# Assigned task
Scan the records for "dead". Report each line that includes it.

Content starts

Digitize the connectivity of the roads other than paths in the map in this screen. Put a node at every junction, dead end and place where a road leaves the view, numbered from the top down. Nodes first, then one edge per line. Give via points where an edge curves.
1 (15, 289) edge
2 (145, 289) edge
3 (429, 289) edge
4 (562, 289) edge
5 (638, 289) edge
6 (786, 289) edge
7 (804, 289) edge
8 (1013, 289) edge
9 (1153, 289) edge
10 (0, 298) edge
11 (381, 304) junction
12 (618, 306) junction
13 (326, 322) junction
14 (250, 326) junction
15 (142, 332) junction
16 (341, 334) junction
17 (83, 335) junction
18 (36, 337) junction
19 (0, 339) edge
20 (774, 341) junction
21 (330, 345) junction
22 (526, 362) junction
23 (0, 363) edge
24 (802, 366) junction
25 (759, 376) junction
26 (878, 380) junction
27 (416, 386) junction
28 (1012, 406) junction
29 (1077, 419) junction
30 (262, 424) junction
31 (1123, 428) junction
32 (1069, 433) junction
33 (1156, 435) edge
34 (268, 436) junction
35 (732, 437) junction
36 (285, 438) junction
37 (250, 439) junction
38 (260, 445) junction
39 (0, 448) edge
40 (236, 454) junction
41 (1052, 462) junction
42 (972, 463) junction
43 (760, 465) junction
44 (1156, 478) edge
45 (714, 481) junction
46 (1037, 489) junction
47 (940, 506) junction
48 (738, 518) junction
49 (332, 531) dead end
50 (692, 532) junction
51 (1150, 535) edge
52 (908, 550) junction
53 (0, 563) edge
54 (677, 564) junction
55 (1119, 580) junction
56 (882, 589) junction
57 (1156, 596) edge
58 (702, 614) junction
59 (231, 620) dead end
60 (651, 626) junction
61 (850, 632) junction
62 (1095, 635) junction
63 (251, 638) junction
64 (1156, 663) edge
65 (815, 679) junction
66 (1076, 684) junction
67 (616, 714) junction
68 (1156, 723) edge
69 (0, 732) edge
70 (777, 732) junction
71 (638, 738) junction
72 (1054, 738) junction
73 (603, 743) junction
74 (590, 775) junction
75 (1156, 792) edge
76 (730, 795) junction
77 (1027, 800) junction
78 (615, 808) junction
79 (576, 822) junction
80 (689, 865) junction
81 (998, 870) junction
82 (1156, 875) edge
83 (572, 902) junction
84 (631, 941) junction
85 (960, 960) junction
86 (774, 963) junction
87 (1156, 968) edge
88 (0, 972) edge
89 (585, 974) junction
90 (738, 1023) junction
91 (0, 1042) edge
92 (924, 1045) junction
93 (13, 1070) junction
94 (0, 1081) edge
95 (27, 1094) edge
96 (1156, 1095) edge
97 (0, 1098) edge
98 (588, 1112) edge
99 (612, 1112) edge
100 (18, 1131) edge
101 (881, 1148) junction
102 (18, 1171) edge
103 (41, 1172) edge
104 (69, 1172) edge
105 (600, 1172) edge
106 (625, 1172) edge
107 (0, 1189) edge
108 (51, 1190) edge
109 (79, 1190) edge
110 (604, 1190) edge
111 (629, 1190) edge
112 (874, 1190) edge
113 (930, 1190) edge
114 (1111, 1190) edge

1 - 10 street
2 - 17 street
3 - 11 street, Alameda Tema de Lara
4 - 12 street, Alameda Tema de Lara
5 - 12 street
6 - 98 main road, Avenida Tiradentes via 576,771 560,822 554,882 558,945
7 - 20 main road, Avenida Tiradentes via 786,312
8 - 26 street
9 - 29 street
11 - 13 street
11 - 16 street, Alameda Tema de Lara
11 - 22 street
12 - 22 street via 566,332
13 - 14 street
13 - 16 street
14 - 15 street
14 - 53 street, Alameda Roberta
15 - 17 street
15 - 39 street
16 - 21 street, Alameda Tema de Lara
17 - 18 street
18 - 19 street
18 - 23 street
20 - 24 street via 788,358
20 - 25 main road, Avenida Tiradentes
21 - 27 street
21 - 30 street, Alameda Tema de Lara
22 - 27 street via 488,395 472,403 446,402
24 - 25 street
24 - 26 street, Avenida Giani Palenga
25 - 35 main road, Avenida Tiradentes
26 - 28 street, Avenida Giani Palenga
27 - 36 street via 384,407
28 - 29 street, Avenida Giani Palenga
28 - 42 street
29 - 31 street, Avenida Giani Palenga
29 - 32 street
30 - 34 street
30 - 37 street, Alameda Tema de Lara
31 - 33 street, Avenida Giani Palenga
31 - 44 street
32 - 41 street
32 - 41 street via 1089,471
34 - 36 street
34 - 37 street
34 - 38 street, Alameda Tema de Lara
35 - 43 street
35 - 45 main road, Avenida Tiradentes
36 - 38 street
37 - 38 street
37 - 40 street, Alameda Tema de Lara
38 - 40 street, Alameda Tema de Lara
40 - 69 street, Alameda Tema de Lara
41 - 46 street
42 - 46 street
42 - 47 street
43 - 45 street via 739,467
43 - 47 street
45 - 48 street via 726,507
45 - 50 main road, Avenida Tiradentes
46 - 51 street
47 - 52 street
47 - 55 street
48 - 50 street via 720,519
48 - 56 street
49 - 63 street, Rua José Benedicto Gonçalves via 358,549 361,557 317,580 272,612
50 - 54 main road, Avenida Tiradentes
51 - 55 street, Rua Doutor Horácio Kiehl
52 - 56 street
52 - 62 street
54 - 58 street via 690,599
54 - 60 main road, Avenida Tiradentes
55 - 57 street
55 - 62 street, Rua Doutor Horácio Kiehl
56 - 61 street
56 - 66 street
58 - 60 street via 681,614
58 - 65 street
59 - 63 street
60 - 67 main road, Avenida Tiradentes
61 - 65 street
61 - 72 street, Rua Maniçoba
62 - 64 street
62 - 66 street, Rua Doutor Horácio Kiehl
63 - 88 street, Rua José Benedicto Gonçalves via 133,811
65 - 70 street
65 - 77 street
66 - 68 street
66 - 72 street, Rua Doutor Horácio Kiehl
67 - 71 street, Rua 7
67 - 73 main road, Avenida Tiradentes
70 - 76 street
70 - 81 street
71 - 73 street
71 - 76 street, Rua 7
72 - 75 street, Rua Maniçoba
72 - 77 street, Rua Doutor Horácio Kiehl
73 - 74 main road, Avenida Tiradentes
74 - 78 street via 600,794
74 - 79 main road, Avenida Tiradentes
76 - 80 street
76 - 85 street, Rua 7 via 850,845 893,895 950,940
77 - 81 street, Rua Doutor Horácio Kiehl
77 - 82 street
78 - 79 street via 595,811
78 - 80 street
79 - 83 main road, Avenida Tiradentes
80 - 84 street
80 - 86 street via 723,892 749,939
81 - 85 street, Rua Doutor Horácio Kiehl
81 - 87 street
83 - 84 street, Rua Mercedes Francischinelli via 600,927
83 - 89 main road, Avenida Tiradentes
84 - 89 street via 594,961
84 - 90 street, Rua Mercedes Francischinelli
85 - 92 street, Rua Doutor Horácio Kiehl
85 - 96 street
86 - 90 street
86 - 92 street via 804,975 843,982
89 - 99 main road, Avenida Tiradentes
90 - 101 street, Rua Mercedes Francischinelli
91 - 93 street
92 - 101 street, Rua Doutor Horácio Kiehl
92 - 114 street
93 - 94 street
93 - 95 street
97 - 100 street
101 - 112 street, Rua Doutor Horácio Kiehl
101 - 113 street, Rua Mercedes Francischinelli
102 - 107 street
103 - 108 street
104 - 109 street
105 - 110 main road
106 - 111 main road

Content ends

# Solution to this task
Digitize the connectivity of the roads other than paths in the map in this screen. Put a node at every junction, dead end and place where a road leaves the view, numbered from the top down. Nodes first, then one edge per line. Give via points where an edge curves.
49 (332, 531) dead end
59 (231, 620) dead end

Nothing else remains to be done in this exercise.